Task directions.
The expected result is a verbatim repetition of the lines from the start of the entries through the line containing "--surface:#171b24; --page:#20242c; --text:#f1f3f6;", with the pictures removed.

------ Data supplied ------

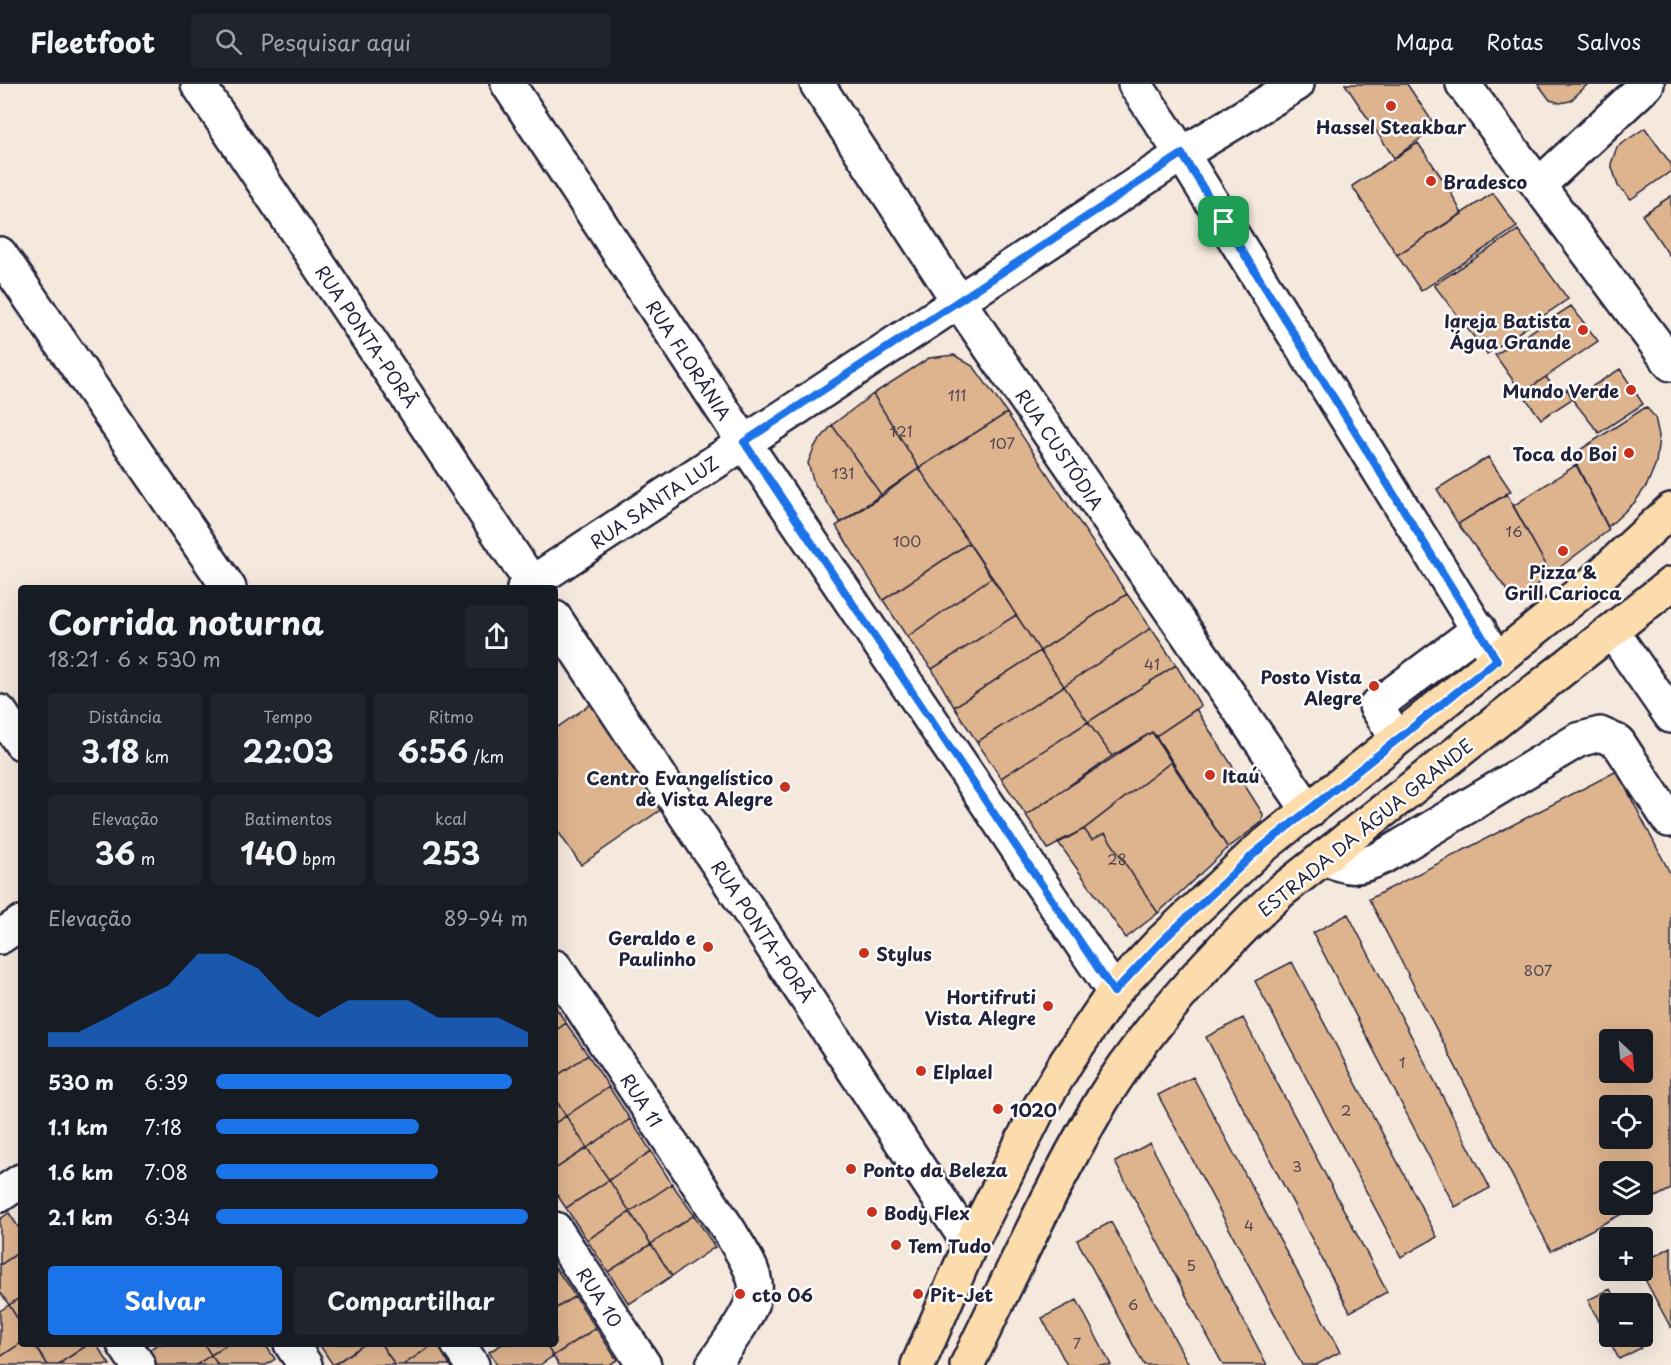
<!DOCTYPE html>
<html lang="pt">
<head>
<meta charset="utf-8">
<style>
  :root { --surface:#171b24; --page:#20242c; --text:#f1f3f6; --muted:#9ea1a6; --line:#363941; --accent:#1a73e8 }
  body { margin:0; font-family:"Playpen Sans",sans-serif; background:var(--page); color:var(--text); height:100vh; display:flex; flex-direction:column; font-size:22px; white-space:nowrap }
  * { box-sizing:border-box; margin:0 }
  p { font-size:20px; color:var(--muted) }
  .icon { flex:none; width:33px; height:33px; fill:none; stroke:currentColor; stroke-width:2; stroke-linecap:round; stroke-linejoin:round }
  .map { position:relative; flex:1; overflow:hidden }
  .side { position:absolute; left:18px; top:501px; width:540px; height:762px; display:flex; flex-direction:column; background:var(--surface); border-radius:6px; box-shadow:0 6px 24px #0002 }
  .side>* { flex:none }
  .needle { width:39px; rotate:154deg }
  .buttons { position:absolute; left:1599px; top:945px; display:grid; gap:12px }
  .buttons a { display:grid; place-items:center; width:54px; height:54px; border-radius:6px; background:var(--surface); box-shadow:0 6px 24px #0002; font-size:30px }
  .pin { position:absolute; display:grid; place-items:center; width:51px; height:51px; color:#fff; margin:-26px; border-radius:12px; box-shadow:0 3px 9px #0006 }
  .round { display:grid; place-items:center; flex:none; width:63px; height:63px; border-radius:6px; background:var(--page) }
  .headline { display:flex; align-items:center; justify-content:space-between; height:102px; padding:0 30px }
  h1 { font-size:33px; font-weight:700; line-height:45px }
  .metrics { display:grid; grid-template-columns:repeat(3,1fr); gap:9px; height:102px; padding:6px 30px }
  .metrics div { display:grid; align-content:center; border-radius:6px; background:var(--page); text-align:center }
  .metrics b { font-size:30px; font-weight:700 }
  .metrics small { font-size:16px; font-weight:400 }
  .metrics p { font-size:16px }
  .chart { height:168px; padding:12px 30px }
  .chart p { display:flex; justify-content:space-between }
  .chart svg { width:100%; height:108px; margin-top:6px; fill:var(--accent); opacity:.7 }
  .action { display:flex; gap:12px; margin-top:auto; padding:12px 30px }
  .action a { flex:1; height:69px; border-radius:6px; background:var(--accent); color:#fff; font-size:24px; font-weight:700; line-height:69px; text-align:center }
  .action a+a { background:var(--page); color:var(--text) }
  ul { padding:0 30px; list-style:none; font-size:20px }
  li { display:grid; grid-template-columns:96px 72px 1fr; align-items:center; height:45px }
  li i { height:15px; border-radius:8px; background:var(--accent) }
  header { display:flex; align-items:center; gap:36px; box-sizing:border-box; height:84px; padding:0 30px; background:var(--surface); border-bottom:2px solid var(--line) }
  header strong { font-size:28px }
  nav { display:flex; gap:33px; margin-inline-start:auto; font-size:21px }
  .search { width:420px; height:54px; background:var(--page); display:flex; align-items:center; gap:15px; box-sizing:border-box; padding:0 21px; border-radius:6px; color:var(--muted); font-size:22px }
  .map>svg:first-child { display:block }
</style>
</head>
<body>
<header>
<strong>Fleetfoot</strong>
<div class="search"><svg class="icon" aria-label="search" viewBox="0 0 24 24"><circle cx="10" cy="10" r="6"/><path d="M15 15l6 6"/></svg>Pesquisar aqui</div>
<nav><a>Mapa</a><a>Rotas</a><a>Salvos</a></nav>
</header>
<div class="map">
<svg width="1671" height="1281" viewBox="0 0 1671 1281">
  <rect width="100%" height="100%" fill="#f5e8dd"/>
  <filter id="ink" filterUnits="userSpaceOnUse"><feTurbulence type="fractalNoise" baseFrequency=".0167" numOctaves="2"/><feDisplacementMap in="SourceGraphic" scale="12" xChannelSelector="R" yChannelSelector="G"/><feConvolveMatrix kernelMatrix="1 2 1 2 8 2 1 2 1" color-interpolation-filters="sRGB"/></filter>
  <g filter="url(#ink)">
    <path fill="#deb48f" stroke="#22223b" stroke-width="1.5" fill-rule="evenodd" d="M1345 0H1407L1436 43 1394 74Z
      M1538 0H1588L1570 17 1560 19 1550 16Z
      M1645 44 1671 80V87L1631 115 1618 102 1611 80 1617 63Z
      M1418 59 1448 103 1462 130 1397 171 1352 102Z
      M1493 109 1517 143 1421 207 1397 171Z
      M1671 112V174L1642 131Z
      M1518 146 1568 215 1487 270 1434 201Z
      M1571 222 1598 257 1522 309 1495 271Z
      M954 271 974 283 1007 329 919 384 873 310 929 274Z
      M1620 285 1643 320 1599 349 1572 315Z
      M1546 293 1559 311 1567 305 1572 315 1541 335 1522 309Z
      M873 310 919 384 882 412 832 341Z
      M1646 323 1655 333 1659 352 1656 379 1647 401 1635 418 1608 443 1572 371Z
      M1007 329 1127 510 1040 567 919 384Z
      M832 341 882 412 841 439 814 399 808 379 815 362Z
      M1488 373 1511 407 1458 440 1437 405Z
      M1576 381 1609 446 1551 490 1513 422Z
      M919 384 969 459 883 516 836 442Z
      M1507 410 1551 490 1523 511 1509 509 1458 440Z
      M969 459 992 493 907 553 883 516Z
      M992 493 1016 531 932 585 907 553Z
      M1127 510 1151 544 1064 602 1040 567Z
      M1016 531 1040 567 954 623 932 585Z
      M1151 544 1176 581 1088 638 1064 602Z
      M1040 567 1064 602 977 658 954 623Z
      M1176 581 1201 622 1156 652 1152 648 1112 672 1088 638Z
      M1064 602 1088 638 1001 694 977 658Z
      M594 618 666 722 581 781 555 743V645Z
      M1196 625 1263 730 1262 738 1228 764 1156 652Z
      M1088 638 1112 672 1026 731 1001 694Z
      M1152 648 1171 678 1084 745 1048 765 1026 731Z
      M1171 678 1228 764 1158 829 1105 749 1092 756 1084 745Z
      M1617 687 1671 791V1105L1642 1120V1088H1610V1120H1641L1551 1167 1369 815ZM1610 956H1642V988H1610ZM1610 1022H1642V1054H1610Z
      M1084 745 1092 756 1105 749 1158 829 1126 854 1058 758Z
      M1348 830 1490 1104 1455 1123 1313 849Z
      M1292 878 1437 1153 1401 1173 1255 897Z
      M555 922 566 939 555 947Z
      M1243 934 1387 1208 1350 1228 1206 953Z
      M566 939 588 971 555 993V947Z
      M588 971 609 1003 566 1032 555 1015V993Z
      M1193 993 1340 1268 1316 1281H1302L1158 1011Z
      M609 1003 630 1035 587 1064 566 1032Z
      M555 1015 566 1032 555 1039Z
      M566 1032 587 1064 555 1085V1039Z
      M630 1035 651 1067 609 1096 587 1064Z
      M1150 1059 1267 1281H1223L1115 1078Z
      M587 1064 609 1096 566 1124 555 1108V1085Z
      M651 1067 672 1100 630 1128 609 1096Z
      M609 1096 630 1128 587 1156 566 1124Z
      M672 1100 694 1131 651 1160 630 1128Z
      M630 1128 651 1160 608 1188 587 1156Z
      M9 1129 21 1147V1167L0 1181V1135Z
      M694 1131 715 1163 672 1192 651 1160Z
      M1111 1138 1189 1281H1144L1077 1156Z
      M651 1160 672 1192 629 1220 608 1188Z
      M1671 1163V1244L1640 1186H1642V1179Z
      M21 1167V1213L9 1221 0 1208V1181Z
      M555 1183 575 1212 555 1225Z
      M1610 1205 1618 1220H1610V1252H1635L1641 1264 1619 1275 1588 1216Z
      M575 1212 596 1244 553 1272 545 1260H555V1225Z
      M21 1213V1240L9 1221Z
      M1077 1216 1111 1281H1067L1042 1234Z
      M9 1221 21 1240V1259L0 1273V1227Z
      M596 1244 617 1276 609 1281H559L553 1272Z
      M21 1259 34 1260 48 1281H0V1273Z
      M34 1260H89L57 1281H48Z
      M89 1260H96L110 1281H57Z
      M158 1260H204L211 1271 196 1281H156L147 1267Z
      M204 1260H228L211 1271Z
      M228 1260H265L275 1275 266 1281H218L211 1271Z
      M319 1260H365L333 1281Z
      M365 1260H381L395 1281H334Z
      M381 1260H434L403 1281H395Z
      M434 1260H443L456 1281H403Z
      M502 1260H545L553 1272 540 1281H497L489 1268Z
      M211 1271 218 1281H196Z"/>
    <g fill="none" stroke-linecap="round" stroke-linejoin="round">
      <g stroke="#22223b" stroke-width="38">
        <path id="minor" d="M198 0 535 504
          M508 0 744 358 1114 908
          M817 0 959 218 1309 727
          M1135 0 1182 70 1497 576
          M1463 0 1671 280
          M1539 101 1647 0
          M0 170 229 504
          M524 504 1182 70 1297 0
          M555 534 970 1161
          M1612 547 1671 632
          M0 628 21 659
          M1397 654 1376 622 1479 545
          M1324 773C1349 786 1357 785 1383 773L1578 656 1600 650 1618 658 1669 736
          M0 853 21 839
          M555 883 730 1148C739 1164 752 1181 755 1199 759 1222 726 1261 713 1281
          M0 1111 21 1097
          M555 1145 644 1281
          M124 1260 138 1281
          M291 1260 305 1281
          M458 1260 472 1281"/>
      </g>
      <g stroke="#22223b" stroke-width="38">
        <path id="major" d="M918 1281 970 1161 1038 1026 1067 977 1114 908 1160 859 1256 768 1590 501 1671 426
          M967 1281C1010 1193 1051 1103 1101 1018 1145 945 1217 866 1280 808L1671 500"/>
      </g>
      <use href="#minor" stroke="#fff" stroke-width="33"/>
      <use href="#major" stroke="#fcdcac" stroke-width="33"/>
    </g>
  </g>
  <g fill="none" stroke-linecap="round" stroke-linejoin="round" filter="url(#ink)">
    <g stroke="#fff" stroke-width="12">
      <path id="route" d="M1182 70 1497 576 1256 768 1160 859 1114 908 744 358Z"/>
    </g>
    <use href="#route" stroke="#1a73e8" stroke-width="8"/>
  </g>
  <g fill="#c8321e" stroke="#fff" stroke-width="2">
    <circle cx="1391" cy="22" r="6"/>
    <circle cx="1431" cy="97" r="6"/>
    <circle cx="1583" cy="246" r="6"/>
    <circle cx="1631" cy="306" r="6"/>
    <circle cx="1629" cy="369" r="6"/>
    <circle cx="1563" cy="467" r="6"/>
    <circle cx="1374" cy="602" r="6"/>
    <circle cx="1210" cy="691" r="6"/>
    <circle cx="785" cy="703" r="6"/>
    <circle cx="708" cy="863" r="6"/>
    <circle cx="864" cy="869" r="6"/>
    <circle cx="1048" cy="922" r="6"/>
    <circle cx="921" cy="987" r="6"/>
    <circle cx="998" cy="1025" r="6"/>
    <circle cx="851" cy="1085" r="6"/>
    <circle cx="872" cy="1128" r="6"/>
    <circle cx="896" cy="1161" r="6"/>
    <circle cx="740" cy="1210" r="6"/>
    <circle cx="918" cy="1210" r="6"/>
  </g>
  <g text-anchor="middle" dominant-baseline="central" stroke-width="5" stroke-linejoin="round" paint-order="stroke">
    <g font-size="15" fill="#514650">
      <text x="957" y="310">111</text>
      <text x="901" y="346">121</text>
      <text x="1002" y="358">107</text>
      <text x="843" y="388">131</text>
      <text x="1514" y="446">16</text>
      <text x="907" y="456">100</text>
      <text x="1152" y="579">41</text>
      <text x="1117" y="774">28</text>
      <text x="1538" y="885">807</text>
      <text x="1402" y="977">1</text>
      <text x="1346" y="1025">2</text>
      <text x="1297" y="1081">3</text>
      <text x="1249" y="1140">4</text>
      <text x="1191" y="1180">5</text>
      <text x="1133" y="1219">6</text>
      <text x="1077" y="1258">7</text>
    </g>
    <g font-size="18" font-weight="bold" fill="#22223b" stroke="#fff" text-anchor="start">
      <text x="1391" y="42" text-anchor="middle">Hassel Steakbar</text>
      <text x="1443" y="97">Bradesco</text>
      <text x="1571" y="236" text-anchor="end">Igreja Batista<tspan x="1571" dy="21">Água Grande</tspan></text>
      <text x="1619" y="306" text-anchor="end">Mundo Verde</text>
      <text x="1617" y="369" text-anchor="end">Toca do Boi</text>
      <text x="1563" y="487" text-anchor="middle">Pizza &amp;<tspan x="1563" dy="21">Grill Carioca</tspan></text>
      <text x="1362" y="592" text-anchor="end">Posto Vista<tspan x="1362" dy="21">Alegre</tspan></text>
      <text x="1222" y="691">Itaú</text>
      <text x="773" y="693" text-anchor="end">Centro Evangelístico<tspan x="773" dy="21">de Vista Alegre</tspan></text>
      <text x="696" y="853" text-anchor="end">Geraldo e<tspan x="696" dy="21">Paulinho</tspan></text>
      <text x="876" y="869">Stylus</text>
      <text x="1036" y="912" text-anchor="end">Hortifruti<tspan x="1036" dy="21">Vista Alegre</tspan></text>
      <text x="933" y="987">Elplael</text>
      <text x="1010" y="1025">1020</text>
      <text x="863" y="1085">Ponto da Beleza</text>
      <text x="884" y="1128">Body Flex</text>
      <text x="908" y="1161">Tem Tudo</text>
      <text x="752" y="1210">cto 06</text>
      <text x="930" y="1210">Pit-Jet</text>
    </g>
    <g font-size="18" fill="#22223b" stroke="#fff">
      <text transform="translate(367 252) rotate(56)">RUA PONTA-PORÃ</text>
      <text transform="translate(689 276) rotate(57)">RUA FLORÂNIA</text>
      <text transform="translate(1060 365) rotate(56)">RUA CUSTÓDIA</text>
      <text transform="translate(654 418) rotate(-34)">RUA SANTA LUZ</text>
      <text transform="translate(1365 743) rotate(-39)">ESTRADA DA ÁGUA GRANDE</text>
      <text transform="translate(763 847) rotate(56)">RUA PONTA-PORÃ</text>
      <text transform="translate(642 1016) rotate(57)">RUA 11</text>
      <text transform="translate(600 1213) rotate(57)">RUA 10</text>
    </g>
  </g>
</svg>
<div class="buttons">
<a><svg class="needle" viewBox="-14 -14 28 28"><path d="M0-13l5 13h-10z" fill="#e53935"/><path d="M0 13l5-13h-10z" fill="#9ea1a6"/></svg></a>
<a><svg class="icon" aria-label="locate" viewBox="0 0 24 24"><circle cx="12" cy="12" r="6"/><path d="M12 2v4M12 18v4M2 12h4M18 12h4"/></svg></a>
<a><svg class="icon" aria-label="layers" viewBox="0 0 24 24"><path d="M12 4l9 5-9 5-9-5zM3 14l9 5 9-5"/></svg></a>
<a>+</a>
<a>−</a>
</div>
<div class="pin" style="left:1224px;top:138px;background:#1e9e55"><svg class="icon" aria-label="arrive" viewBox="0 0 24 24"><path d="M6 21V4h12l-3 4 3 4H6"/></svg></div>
<section class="side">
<div class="headline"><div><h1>Corrida noturna</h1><p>18:21 · 6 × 530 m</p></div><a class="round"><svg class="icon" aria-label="share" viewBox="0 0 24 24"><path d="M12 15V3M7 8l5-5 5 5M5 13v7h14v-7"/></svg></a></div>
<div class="metrics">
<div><p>Distância</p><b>3.18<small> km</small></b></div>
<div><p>Tempo</p><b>22:03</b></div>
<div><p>Ritmo</p><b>6:56<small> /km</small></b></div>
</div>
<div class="metrics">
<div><p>Elevação</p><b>36<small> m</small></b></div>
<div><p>Batimentos</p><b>140<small> bpm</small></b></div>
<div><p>kcal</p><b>253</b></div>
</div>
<div class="chart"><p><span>Elevação</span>89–94 m</p>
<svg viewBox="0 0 160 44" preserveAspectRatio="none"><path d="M0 44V38L10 38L20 32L30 25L40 19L50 6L60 6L70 12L80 25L90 32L100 25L110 25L120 25L130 32L140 32L150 32L160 38V44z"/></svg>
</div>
<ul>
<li><b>530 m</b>6:39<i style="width:95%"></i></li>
<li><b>1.1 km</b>7:18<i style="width:65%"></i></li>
<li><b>1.6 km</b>7:08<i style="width:71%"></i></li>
<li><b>2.1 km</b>6:34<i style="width:100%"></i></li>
</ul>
<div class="action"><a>Salvar</a><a>Compartilhar</a></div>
</section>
</div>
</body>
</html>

------

Written answer.
<!DOCTYPE html>
<html lang="pt">
<head>
<meta charset="utf-8">
<style>
  :root { --surface:#171b24; --page:#20242c; --text:#f1f3f6; --muted:#9ea1a6; --line:#363941; --accent:#1a73e8 }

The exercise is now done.